Of the four responders, three were in the 12 mg group, and another was in the 10 mg group (Fig. 1). The responder who experienced the maximum tumor shrinkage was in the high-dose group with a response by the first scan (Fig. 2). At the time of the analysis, one subject in the 12 mg group was still in this trial and showed sustained remission after 4 cycles of the combination treatment and 10 cycles of anlotinib maintenance (Fig. 2).

Fig. 2
figure 2

The change curve with time in sum of longest target lesion diameter per patient

Discussions

The tolerability, safety and efficacy of anlotinib combined with chemotherapy were explored in this study, and it was demonstrated that the anlotinib-platinum-pemetrexed regimen was well tolerated in advanced NSCLC patients at an anlotinib dose of 10 mg. Moreover, the combination therapy demonstrated promising antitumor activity in these patients with an acceptable safety profile.
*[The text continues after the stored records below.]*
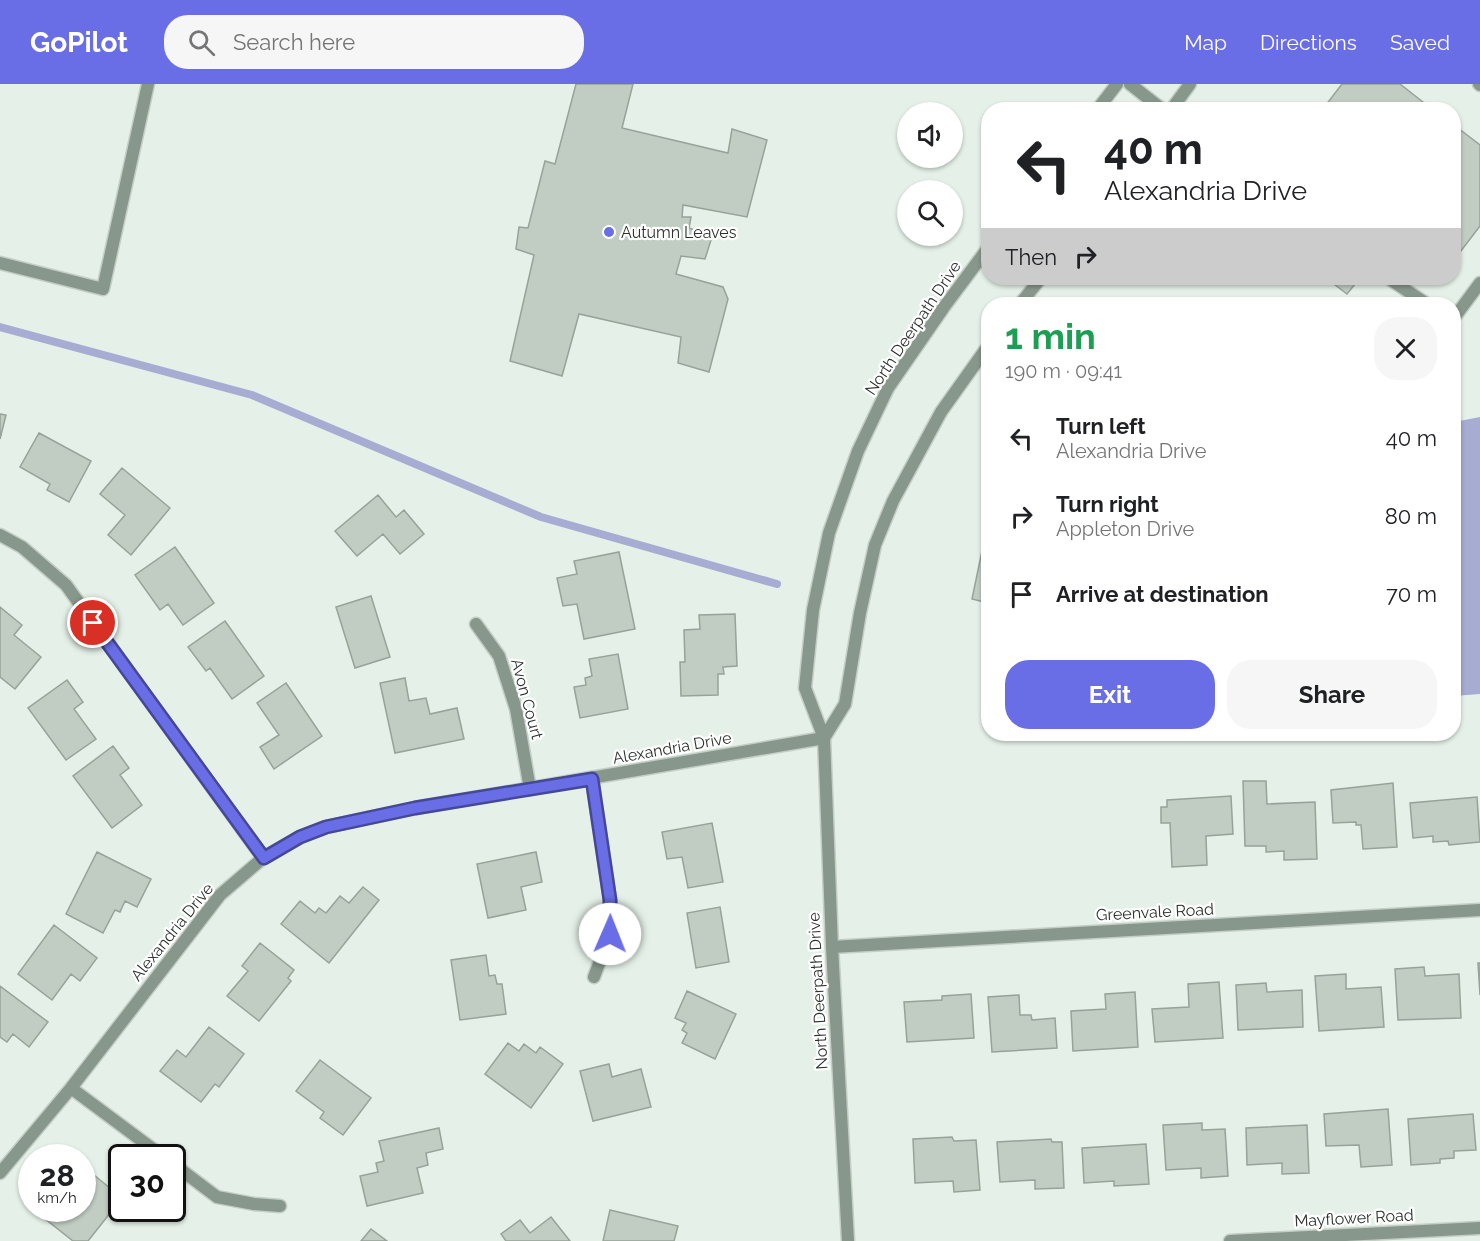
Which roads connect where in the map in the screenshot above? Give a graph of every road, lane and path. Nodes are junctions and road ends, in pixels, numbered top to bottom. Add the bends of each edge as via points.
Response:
1 (148, 84) edge
2 (1117, 84) edge
3 (1130, 84) edge
4 (1190, 84) edge
5 (1103, 102) edge
6 (1154, 102) edge
7 (1177, 102) edge
8 (981, 257) edge
9 (0, 263) edge
10 (1480, 283) edge
11 (1035, 285) edge
12 (1398, 285) edge
13 (1026, 297) edge
14 (1416, 297) edge
15 (1461, 309) edge
16 (981, 356) edge
17 (0, 535) edge
18 (476, 624) dead end
19 (824, 738) junction
20 (592, 779) junction
21 (530, 789) junction
22 (264, 858) junction
23 (1480, 910) edge
24 (832, 947) junction
25 (594, 977) dead end
26 (71, 1088) junction
27 (146, 1144) edge
28 (0, 1173) edge
29 (186, 1174) edge
30 (280, 1206) dead end
31 (1480, 1228) edge
32 (848, 1241) edge
33 (1230, 1241) edge

1 - 9 street via 103,289
2 - 5 street
3 - 6 street
4 - 7 street
8 - 19 street, North Deerpath Drive via 888,388 858,451 829,533 813,610 805,688
10 - 15 street
11 - 13 street
12 - 14 street
16 - 19 street via 941,412 893,501 876,545 845,704
17 - 22 street via 22,547 66,585
18 - 21 street, Avon Court via 499,656 516,709
19 - 20 street, Alexandria Drive
19 - 24 street, North Deerpath Drive
20 - 21 street, Alexandria Drive
20 - 25 street via 610,900 610,934
21 - 22 street, Alexandria Drive via 326,827
22 - 26 street, Alexandria Drive via 220,895
23 - 24 street, Greenvale Road
24 - 32 street, North Deerpath Drive
26 - 27 street
26 - 28 street, Alexandria Drive
29 - 30 street via 217,1197
31 - 33 street, Mayflower Road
Overall, AEs in our study were mild, and the majority were grade 1 or 2. Specific adverse events related to anlotinib, such as hypertension and hand-foot syndrome, were in the range of incidence reported in previous trials involving anlotinib [10]. On the other hand, the combination therapy resulted in a higher occurrence of hematological toxicities such as neutropenia, thrombocytopenia, leukopenia and anemia than that in response to platinum-pemetrexed alone, indicating an additive myelosuppressive effect of anlotinib, which has been mentioned by other investigators [11]. However, the hematological events significantly declined in the 10 mg group, and the majority of these events were fully resolved. Overall, there was no evidence that anlotinib potentiated chemotherapy toxicity, and each individual drug could be administered in combination at the recommended dosage.

Remarkably, the tumor response of anlotinib-platinum-pemetrexed in this trial (57.14%) was encouraging, since pemetrexed-cisplatin alone only showed a response rate of 30.6% in the JMDB study, indicating a synergistic effect of anlotinib. Furthermore, we reported a median PFS of 7.00 months, and to the best of our knowledge, this is the first reported PFS of the APP regimen for treatment-naïve NSCLC. These favorable results were mainly attributed to the high selectivity and potent inhibition of VEGFR2 as well as broad inhibitory effects of anlotinib on other proangiogenic pathways [12, 13]. In addition to its antiangiogenic activity, anlotinib suppresses tumor cell growth and migration by blocking c-Kit, c-Met and RET [14]. Collectively, our findings suggested that the combined treatment was efficacious and could be an alternative option for nonsquamous NSCLC.

Limitations to the findings included the small size of the cohort, which makes it difficult to draw firm conclusions on the antitumor efficacy of this regimen. In addition, the single-arm design of the trial limited its ability to directly compare results with those in response to chemotherapy alone. Considering these findings, the APP regimen could be further validated by controlled trials in the future.